**WORK INSTRUCTION**
Please return every line of the records below that holds the word "Right".

**INPUT DATA**
◆ ◆ ◆ ◆

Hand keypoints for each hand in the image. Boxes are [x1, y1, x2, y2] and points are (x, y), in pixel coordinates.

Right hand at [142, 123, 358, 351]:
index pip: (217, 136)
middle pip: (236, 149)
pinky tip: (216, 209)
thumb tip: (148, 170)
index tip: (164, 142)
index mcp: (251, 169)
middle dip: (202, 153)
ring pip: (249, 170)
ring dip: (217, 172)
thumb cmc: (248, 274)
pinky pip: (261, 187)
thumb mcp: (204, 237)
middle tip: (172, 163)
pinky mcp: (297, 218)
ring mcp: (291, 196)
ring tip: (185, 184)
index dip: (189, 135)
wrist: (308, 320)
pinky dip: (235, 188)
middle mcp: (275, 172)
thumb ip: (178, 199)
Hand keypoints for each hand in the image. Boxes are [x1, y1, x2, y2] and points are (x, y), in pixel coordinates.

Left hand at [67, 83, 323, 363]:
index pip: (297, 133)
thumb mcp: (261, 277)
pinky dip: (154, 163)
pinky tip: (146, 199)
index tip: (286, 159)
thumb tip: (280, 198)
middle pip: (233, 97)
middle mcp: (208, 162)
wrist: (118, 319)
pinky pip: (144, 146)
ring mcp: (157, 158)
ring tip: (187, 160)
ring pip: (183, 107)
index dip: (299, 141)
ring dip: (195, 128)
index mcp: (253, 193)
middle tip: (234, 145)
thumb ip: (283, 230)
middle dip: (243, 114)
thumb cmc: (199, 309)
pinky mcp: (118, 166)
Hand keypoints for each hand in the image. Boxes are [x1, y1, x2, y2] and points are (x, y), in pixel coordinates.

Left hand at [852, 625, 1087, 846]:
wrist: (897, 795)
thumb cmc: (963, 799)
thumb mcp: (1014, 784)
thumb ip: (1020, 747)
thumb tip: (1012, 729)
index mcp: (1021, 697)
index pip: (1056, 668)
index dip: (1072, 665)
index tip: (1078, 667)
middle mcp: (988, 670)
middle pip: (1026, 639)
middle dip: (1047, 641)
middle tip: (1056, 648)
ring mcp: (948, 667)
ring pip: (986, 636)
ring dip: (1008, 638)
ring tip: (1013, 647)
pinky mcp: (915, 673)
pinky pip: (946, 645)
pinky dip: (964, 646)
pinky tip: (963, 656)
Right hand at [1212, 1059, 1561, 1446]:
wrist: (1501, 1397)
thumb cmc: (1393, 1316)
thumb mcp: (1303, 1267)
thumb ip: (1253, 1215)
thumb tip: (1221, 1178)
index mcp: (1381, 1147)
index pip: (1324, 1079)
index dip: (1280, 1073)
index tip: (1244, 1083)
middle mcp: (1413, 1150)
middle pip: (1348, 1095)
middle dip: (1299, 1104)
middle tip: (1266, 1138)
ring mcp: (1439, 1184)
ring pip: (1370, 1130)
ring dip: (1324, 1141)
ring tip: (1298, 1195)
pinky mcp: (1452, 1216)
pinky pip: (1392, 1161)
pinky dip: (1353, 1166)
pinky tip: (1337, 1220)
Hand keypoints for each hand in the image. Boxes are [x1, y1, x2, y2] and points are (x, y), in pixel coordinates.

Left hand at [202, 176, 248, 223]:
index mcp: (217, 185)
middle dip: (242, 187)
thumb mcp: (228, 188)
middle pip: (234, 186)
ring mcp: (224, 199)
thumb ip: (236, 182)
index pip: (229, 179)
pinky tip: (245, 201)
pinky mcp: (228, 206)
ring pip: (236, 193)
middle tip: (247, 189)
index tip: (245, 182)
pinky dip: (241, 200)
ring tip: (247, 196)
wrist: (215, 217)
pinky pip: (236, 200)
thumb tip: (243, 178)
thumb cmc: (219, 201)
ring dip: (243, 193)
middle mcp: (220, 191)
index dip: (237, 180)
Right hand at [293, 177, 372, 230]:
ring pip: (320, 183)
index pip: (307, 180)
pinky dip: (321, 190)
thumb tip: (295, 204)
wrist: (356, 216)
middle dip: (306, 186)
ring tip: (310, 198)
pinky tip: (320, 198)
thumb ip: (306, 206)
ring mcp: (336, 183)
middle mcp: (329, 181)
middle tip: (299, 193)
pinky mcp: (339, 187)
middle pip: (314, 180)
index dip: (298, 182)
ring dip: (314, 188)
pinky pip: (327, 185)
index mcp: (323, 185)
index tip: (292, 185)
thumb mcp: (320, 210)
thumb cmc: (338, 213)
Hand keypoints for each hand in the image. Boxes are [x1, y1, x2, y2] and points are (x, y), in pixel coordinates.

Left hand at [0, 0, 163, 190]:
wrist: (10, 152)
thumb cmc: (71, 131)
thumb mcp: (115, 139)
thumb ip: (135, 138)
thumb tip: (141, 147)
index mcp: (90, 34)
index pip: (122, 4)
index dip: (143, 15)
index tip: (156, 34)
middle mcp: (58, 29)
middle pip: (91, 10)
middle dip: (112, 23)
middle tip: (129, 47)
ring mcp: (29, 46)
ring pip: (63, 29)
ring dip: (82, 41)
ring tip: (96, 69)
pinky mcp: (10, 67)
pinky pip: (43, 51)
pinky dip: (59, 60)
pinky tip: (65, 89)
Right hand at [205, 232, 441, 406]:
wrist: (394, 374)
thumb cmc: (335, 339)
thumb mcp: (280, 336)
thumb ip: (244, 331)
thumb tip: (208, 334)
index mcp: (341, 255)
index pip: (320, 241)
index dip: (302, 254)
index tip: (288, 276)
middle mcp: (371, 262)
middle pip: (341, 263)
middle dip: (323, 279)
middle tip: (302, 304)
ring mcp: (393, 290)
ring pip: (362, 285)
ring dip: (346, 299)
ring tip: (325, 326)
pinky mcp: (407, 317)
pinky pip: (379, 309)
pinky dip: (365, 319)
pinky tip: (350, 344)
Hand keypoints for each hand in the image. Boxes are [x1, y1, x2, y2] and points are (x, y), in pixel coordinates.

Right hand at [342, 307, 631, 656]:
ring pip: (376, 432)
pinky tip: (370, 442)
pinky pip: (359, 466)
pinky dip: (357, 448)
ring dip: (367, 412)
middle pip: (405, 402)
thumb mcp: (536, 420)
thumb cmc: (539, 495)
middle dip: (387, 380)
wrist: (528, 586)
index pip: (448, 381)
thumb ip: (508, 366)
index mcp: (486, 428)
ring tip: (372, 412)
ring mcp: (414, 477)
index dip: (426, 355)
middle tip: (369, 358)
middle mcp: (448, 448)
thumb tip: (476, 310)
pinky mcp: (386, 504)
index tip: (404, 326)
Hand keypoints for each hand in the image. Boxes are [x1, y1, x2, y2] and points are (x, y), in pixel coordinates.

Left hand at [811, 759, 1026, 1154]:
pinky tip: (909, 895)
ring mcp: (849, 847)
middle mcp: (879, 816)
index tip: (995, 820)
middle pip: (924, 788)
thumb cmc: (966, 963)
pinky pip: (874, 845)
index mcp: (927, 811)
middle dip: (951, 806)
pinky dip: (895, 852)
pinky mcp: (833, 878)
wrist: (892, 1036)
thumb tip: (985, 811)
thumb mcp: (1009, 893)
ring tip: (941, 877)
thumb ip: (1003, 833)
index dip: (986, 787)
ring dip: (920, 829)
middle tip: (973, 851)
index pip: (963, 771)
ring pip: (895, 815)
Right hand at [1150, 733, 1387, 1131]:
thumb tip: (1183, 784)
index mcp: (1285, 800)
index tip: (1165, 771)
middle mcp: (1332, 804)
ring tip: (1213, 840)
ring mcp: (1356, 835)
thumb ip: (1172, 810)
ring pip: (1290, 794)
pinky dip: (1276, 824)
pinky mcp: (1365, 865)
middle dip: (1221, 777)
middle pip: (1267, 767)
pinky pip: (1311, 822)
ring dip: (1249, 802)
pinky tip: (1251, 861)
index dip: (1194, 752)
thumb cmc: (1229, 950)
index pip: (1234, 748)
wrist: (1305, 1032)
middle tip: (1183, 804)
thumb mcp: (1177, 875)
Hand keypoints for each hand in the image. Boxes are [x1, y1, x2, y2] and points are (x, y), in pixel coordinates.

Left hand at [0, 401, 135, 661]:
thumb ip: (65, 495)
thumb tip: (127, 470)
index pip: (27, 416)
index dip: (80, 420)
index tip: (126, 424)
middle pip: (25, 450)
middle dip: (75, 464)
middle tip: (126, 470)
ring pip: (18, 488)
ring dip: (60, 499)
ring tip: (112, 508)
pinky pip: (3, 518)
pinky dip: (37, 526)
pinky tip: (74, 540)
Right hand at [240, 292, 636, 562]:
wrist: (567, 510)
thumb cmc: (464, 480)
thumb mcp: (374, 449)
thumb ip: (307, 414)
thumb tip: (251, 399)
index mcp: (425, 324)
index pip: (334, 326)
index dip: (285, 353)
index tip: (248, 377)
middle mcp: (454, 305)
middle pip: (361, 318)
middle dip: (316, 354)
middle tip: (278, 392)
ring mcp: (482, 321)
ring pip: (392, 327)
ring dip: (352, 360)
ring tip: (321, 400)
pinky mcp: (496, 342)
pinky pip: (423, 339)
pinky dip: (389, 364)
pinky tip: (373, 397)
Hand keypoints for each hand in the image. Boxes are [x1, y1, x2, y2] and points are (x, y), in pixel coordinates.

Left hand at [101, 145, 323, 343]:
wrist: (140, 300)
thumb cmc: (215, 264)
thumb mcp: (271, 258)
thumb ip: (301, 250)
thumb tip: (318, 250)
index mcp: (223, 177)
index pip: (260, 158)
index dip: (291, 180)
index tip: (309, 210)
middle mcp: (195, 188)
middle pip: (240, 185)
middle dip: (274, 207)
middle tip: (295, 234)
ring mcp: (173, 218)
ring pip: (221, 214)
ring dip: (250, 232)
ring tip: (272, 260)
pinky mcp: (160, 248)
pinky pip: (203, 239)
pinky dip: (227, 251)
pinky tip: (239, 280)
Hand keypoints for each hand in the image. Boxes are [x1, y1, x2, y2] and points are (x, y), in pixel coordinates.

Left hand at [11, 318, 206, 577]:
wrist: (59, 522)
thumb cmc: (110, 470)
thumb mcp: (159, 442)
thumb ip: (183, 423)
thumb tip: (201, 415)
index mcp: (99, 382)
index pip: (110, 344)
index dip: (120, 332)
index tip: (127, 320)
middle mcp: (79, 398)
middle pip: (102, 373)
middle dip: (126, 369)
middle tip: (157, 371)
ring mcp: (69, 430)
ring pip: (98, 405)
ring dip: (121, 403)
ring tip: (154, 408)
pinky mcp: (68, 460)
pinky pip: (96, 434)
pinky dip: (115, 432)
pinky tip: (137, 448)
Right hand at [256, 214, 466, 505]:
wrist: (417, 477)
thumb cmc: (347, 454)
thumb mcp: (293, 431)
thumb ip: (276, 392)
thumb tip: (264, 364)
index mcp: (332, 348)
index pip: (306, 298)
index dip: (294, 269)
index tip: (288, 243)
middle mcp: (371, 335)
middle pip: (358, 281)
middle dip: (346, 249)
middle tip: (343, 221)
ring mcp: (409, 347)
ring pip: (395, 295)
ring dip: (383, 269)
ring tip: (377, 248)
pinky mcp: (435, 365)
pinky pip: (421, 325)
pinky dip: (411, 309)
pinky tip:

◆ ◆ ◆ ◆

**RESULT OF THE TASK**
Right hand at [142, 123, 358, 351]:
Right hand at [1212, 1059, 1561, 1446]:
Right hand at [293, 177, 372, 230]:
Right hand at [205, 232, 441, 406]:
Right hand at [342, 307, 631, 656]:
Right hand at [1150, 733, 1387, 1131]:
Right hand at [240, 292, 636, 562]:
Right hand at [256, 214, 466, 505]:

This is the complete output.